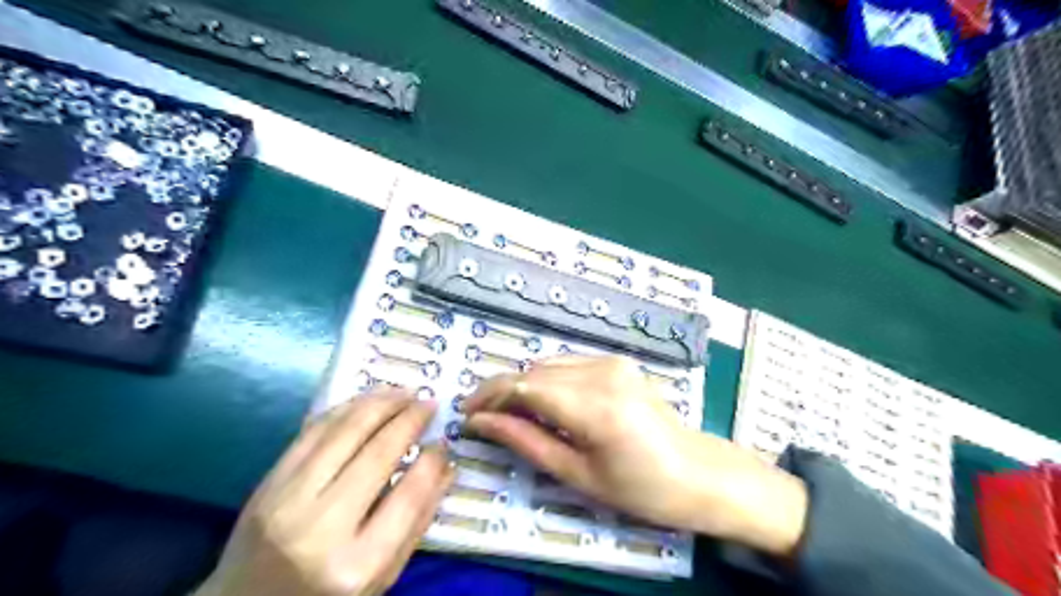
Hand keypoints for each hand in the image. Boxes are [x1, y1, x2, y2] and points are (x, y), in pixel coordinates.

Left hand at [196, 388, 454, 595]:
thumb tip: (445, 466)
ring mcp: (287, 500)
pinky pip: (314, 432)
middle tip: (430, 403)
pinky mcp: (268, 482)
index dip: (432, 461)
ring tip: (405, 392)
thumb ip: (417, 523)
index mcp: (356, 565)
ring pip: (344, 432)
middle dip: (410, 419)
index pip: (408, 495)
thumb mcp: (381, 578)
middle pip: (377, 454)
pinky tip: (368, 400)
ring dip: (380, 403)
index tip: (444, 441)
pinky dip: (346, 409)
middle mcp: (320, 528)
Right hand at [467, 360, 808, 559]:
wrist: (698, 473)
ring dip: (524, 385)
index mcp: (595, 406)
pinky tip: (546, 404)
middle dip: (503, 391)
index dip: (489, 397)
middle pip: (533, 370)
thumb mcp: (578, 475)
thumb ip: (526, 442)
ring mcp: (613, 362)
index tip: (466, 414)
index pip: (524, 386)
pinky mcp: (618, 361)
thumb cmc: (641, 489)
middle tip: (486, 420)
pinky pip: (568, 364)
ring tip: (513, 415)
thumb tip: (481, 423)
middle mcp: (602, 372)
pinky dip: (548, 380)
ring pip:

* * * * *

#### Problem details:
Copy the data character for character, but drop all pictures from the copy.

#### Exercise response:
Hand keypoints for each hand in the image. Boxes are [x1, y1, x2, y2] and points are (x, y), in pixel coordinates.

Left hand at [196, 388, 454, 595]:
thumb tip: (445, 466)
ring mcp: (287, 500)
pinky pip: (314, 432)
middle tip: (430, 403)
pinky mcp: (268, 482)
index dip: (432, 461)
ring tip: (405, 392)
thumb ip: (417, 523)
index mcp: (356, 565)
ring pip: (344, 432)
middle dip: (410, 419)
index pip: (408, 495)
thumb mcp: (381, 578)
middle pip: (377, 454)
pinky tip: (368, 400)
ring dip: (380, 403)
index tip: (444, 441)
pinky dip: (346, 409)
middle mcp: (320, 528)
Right hand at [467, 360, 808, 559]:
wrist: (698, 473)
ring dip: (524, 385)
index mcp: (595, 406)
pinky tip: (546, 404)
middle dip: (503, 391)
index dip: (489, 397)
middle pip: (533, 370)
thumb mcp: (578, 475)
thumb ip: (526, 442)
ring mcp: (613, 362)
index tip: (466, 414)
index pip: (524, 386)
pinky mcp: (618, 361)
thumb cmc: (641, 489)
middle tip: (486, 420)
pinky pip: (568, 364)
ring tip: (513, 415)
thumb tip: (481, 423)
middle mcp: (602, 372)
pinky dip: (548, 380)
ring pip:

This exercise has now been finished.